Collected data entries
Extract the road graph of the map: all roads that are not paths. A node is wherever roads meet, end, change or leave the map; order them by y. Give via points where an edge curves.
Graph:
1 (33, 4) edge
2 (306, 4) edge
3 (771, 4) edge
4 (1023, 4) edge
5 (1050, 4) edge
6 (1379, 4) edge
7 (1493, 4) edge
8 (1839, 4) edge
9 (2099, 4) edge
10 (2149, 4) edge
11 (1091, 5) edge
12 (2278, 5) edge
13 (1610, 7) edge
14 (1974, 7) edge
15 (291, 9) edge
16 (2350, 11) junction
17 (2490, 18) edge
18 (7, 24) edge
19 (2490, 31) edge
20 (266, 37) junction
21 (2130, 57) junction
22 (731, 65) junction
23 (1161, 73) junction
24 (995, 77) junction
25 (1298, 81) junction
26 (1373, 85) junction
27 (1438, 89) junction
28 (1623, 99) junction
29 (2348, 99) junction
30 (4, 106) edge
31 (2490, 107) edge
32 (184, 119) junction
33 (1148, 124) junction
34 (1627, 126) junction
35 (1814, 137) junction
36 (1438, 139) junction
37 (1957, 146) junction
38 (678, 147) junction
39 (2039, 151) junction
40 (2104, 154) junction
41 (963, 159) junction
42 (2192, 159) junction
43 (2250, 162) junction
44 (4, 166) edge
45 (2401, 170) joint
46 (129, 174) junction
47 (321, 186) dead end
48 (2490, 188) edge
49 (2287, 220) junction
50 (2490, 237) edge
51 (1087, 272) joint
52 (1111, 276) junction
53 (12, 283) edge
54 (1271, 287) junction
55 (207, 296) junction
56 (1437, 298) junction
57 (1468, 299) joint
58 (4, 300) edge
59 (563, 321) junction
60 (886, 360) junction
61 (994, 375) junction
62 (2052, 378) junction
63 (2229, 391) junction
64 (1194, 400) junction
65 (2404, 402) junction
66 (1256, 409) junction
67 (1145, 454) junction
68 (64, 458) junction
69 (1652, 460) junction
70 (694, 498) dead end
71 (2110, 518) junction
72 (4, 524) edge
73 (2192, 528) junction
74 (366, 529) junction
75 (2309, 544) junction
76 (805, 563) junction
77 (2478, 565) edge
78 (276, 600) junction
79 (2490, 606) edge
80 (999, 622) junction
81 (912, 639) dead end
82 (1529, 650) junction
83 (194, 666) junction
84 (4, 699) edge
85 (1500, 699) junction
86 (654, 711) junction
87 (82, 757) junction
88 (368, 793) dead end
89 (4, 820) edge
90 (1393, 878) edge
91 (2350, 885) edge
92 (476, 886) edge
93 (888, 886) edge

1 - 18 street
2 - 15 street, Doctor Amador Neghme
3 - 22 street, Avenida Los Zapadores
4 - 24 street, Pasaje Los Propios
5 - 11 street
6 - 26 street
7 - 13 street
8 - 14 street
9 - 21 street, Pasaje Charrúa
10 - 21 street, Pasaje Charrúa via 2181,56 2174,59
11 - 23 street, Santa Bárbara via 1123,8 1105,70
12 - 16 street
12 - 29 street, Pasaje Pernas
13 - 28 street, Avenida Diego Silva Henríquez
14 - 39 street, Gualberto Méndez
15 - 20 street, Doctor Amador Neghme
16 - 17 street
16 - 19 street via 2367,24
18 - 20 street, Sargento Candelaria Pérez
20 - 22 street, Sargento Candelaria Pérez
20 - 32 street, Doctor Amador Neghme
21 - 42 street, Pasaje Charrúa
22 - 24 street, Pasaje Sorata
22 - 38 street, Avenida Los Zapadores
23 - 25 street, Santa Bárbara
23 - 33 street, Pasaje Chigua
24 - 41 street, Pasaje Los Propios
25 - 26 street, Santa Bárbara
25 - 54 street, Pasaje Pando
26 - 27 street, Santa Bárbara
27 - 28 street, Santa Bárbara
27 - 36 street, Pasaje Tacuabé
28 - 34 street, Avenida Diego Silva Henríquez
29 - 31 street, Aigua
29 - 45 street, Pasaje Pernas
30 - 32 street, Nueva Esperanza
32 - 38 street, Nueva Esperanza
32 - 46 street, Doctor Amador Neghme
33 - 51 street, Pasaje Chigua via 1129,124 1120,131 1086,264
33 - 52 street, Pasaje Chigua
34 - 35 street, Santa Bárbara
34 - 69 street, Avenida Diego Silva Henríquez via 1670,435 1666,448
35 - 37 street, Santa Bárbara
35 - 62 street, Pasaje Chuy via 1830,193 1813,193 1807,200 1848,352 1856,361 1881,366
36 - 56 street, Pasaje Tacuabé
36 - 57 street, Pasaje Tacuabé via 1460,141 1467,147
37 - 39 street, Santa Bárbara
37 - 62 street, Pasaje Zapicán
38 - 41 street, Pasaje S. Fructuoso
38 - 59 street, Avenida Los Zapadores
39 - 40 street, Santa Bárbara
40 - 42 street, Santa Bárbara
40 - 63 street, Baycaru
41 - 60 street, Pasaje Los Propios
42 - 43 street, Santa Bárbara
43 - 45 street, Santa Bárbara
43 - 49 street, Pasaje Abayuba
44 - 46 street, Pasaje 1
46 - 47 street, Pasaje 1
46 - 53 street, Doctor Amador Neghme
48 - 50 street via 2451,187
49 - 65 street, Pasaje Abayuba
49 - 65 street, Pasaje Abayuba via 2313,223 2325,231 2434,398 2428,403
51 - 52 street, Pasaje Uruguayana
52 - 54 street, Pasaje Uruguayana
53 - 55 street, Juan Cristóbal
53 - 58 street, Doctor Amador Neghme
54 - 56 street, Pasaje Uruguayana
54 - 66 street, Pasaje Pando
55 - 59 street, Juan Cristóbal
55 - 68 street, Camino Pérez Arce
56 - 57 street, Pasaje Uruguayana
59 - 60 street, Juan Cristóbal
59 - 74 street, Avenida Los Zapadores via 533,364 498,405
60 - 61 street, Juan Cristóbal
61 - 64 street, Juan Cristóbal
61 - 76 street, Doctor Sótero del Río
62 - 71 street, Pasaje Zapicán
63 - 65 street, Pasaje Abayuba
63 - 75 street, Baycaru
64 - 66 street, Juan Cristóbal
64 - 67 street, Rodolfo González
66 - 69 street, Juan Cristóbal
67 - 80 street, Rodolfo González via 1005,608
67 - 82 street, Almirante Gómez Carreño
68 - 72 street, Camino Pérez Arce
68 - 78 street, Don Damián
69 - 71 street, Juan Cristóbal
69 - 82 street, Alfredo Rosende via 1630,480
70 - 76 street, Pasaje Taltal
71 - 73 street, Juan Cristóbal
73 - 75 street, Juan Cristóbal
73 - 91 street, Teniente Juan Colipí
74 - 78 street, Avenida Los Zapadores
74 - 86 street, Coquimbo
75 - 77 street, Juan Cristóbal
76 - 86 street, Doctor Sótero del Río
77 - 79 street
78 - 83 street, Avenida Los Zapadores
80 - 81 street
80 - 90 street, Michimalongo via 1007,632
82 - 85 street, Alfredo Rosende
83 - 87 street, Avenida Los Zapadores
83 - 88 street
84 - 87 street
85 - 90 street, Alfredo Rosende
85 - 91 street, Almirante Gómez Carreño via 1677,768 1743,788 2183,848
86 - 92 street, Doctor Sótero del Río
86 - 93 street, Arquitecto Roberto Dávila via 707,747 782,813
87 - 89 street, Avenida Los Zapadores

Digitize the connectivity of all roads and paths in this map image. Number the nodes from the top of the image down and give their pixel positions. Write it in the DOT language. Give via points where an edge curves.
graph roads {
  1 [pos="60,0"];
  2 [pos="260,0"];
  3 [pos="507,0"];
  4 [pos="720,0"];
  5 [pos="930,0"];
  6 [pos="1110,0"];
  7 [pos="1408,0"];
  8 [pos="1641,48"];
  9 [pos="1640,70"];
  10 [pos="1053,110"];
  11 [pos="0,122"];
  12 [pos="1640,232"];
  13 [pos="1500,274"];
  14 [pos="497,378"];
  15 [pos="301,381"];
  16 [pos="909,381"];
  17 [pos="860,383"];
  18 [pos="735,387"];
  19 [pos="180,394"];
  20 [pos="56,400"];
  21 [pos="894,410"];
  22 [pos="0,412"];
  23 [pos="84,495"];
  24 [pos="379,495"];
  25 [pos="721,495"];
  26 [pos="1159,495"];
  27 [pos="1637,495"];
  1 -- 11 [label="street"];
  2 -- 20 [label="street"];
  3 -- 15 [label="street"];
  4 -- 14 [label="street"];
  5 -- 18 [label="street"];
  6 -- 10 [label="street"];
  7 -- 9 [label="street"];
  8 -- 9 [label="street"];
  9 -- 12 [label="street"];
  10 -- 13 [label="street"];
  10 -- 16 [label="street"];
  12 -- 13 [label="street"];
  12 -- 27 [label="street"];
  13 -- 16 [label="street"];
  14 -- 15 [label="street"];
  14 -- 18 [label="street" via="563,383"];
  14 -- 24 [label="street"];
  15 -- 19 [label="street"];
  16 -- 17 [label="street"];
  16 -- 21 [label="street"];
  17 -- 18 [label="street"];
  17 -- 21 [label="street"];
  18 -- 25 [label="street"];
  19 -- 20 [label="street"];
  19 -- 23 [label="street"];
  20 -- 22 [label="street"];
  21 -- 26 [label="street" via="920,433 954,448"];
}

# Requirement
Bring together all lines in the records where the word "Give" is found.

# Final answer
Extract the road graph of the map: all roads that are not paths. A node is wherever roads meet, end, change or leave the map; order them by y. Give via points where an edge curves.
Digitize the connectivity of all roads and paths in this map image. Number the nodes from the top of the image down and give their pixel positions. Write it in the DOT language. Give via points where an edge curves.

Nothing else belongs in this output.